Work task: Print, in exact form, the lines below from the one containing "pinky tip: (465, 109)" through the one containing "thumb tip: (398, 121)", and omit all others.

Extracted data section start

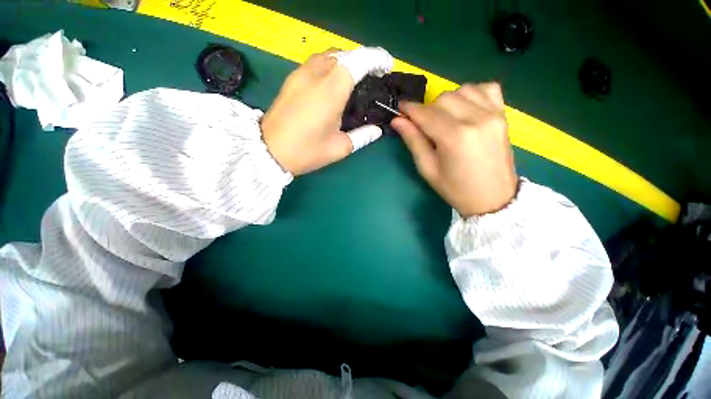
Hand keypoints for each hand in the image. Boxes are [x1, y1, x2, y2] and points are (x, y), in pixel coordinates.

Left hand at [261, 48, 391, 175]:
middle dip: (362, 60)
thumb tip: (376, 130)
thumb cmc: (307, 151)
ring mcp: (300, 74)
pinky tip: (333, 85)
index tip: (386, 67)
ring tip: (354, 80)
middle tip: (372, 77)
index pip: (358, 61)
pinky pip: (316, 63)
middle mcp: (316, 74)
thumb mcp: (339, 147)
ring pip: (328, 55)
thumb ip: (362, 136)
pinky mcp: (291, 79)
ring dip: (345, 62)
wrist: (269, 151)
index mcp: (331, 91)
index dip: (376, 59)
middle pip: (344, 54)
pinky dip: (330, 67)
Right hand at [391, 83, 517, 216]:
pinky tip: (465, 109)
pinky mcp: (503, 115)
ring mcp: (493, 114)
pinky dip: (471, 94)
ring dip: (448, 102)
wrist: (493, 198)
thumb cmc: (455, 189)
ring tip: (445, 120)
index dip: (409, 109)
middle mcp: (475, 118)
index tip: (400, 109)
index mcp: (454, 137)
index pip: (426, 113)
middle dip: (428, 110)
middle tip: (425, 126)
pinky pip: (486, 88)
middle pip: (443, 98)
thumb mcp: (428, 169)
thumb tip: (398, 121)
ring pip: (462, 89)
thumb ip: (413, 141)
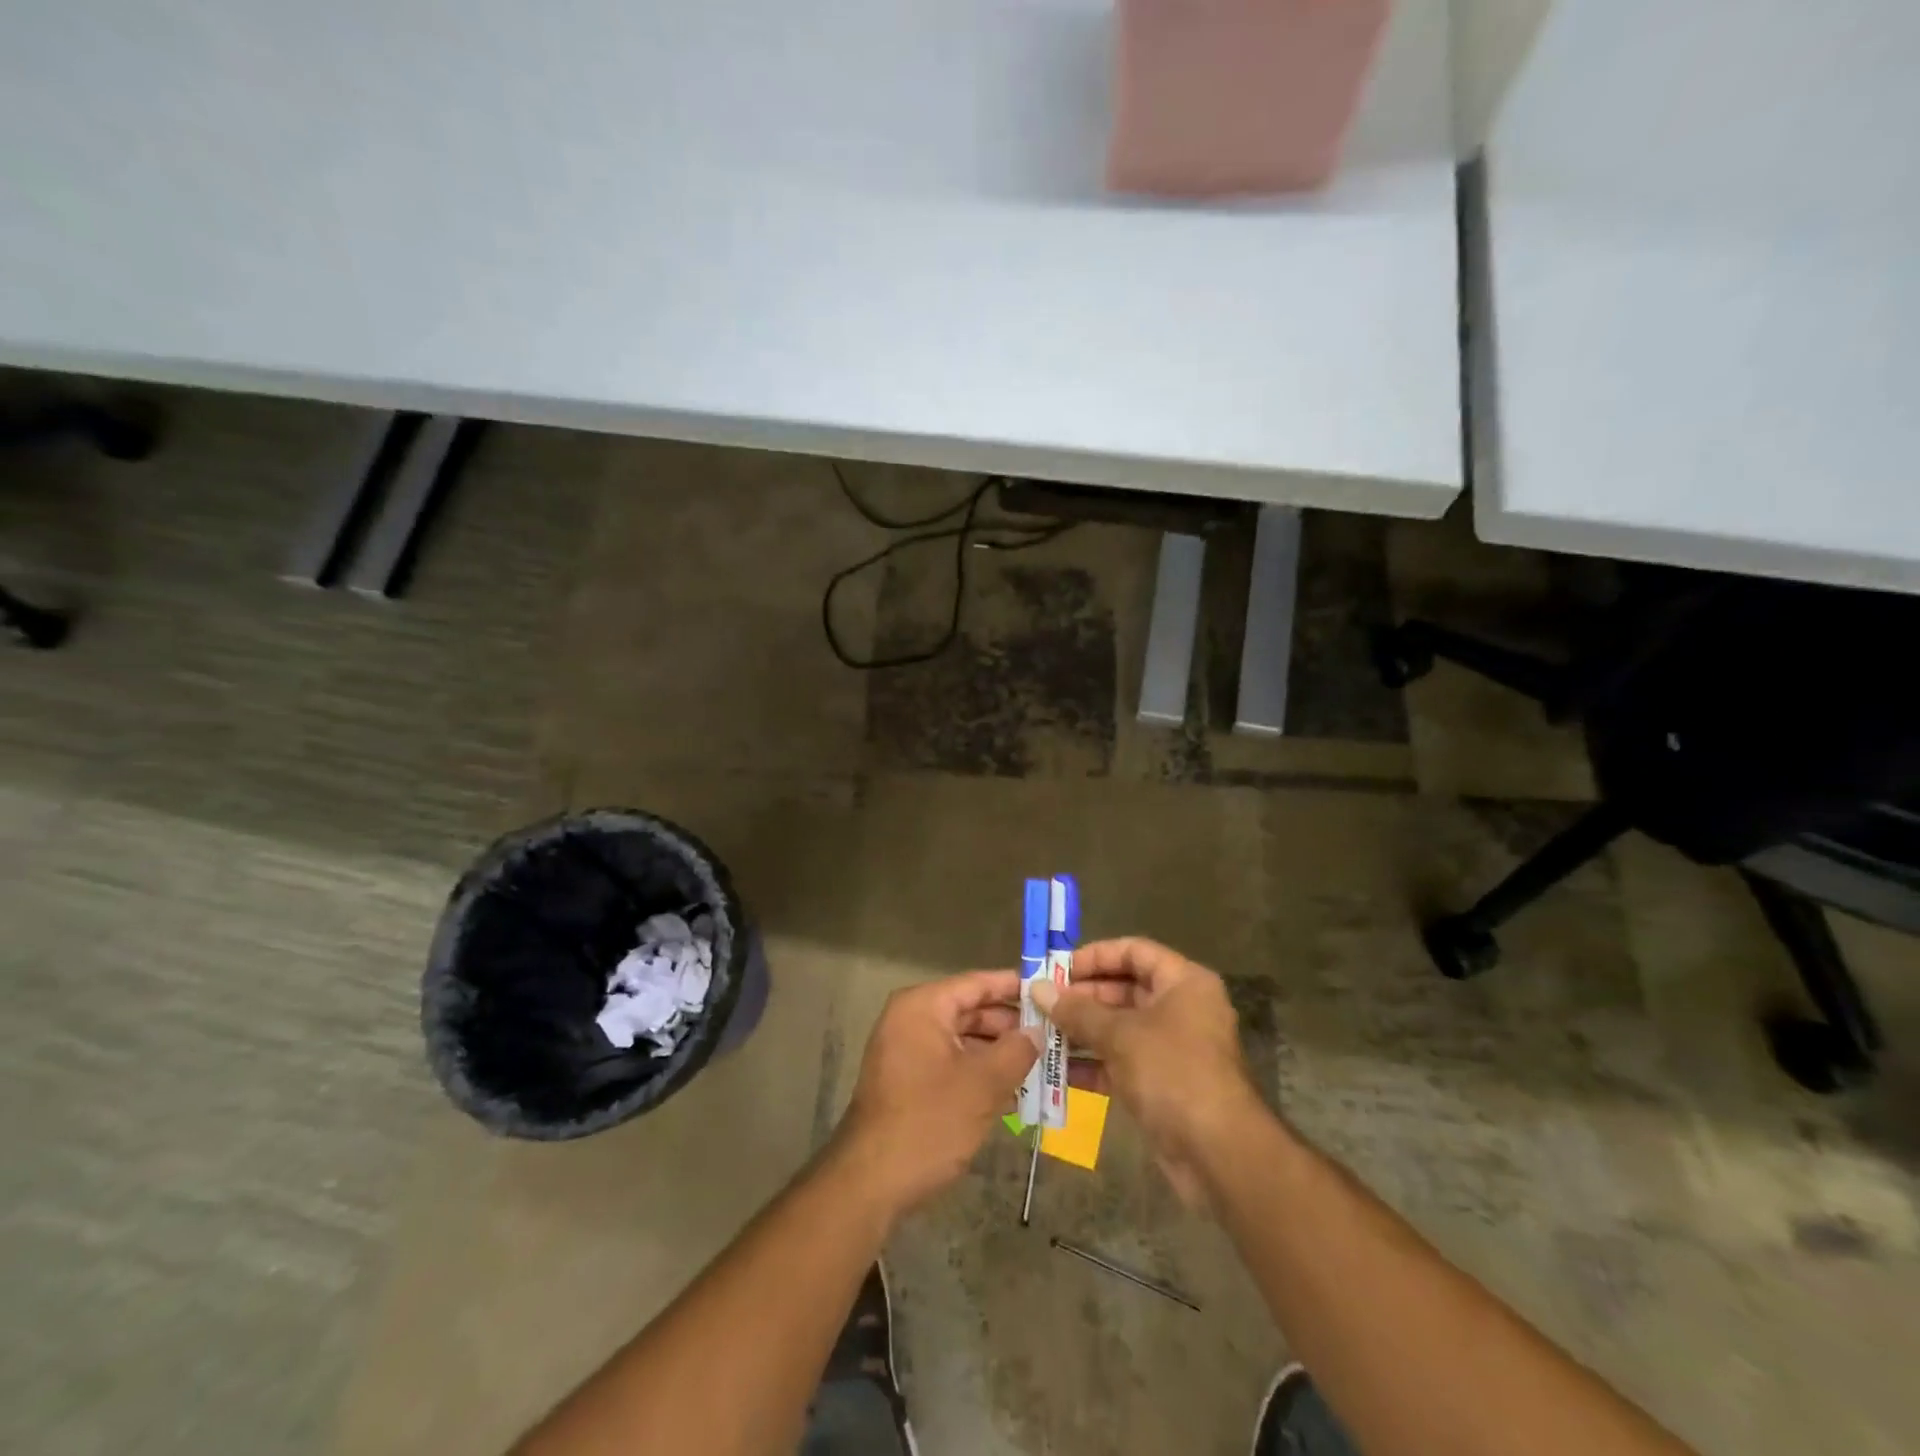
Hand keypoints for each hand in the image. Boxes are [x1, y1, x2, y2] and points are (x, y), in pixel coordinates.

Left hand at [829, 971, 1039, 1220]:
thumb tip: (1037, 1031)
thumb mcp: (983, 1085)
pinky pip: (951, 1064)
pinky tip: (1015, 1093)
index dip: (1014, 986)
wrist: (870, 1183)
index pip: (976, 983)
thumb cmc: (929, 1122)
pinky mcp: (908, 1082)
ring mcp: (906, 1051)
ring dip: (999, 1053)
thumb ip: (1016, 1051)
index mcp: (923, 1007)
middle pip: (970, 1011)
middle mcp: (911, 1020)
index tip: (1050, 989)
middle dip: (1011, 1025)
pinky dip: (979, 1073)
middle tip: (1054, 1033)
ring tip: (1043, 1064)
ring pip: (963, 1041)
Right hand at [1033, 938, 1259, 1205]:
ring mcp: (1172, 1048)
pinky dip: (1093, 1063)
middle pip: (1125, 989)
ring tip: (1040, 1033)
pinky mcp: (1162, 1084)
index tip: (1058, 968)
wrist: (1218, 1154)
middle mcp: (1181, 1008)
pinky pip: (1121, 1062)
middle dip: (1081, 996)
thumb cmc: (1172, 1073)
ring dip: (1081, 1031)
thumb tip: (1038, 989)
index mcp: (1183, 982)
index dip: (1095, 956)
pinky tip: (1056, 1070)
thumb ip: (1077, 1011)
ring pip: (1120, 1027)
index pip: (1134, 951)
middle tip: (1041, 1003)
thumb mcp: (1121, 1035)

Extracted data section end

Solution to this problem:
pinky tip: (465, 109)
pinky mcp: (503, 115)
ring mcp: (493, 114)
pinky dip: (471, 94)
ring dip: (448, 102)
wrist: (493, 198)
thumb cmc: (455, 189)
ring tip: (445, 120)
index dip: (409, 109)
middle mcp: (475, 118)
index tip: (400, 109)
index mcp: (454, 137)
index pip: (426, 113)
middle dip: (428, 110)
middle tip: (425, 126)
pinky pip: (486, 88)
middle pip: (443, 98)
thumb mcp: (428, 169)
thumb tip: (398, 121)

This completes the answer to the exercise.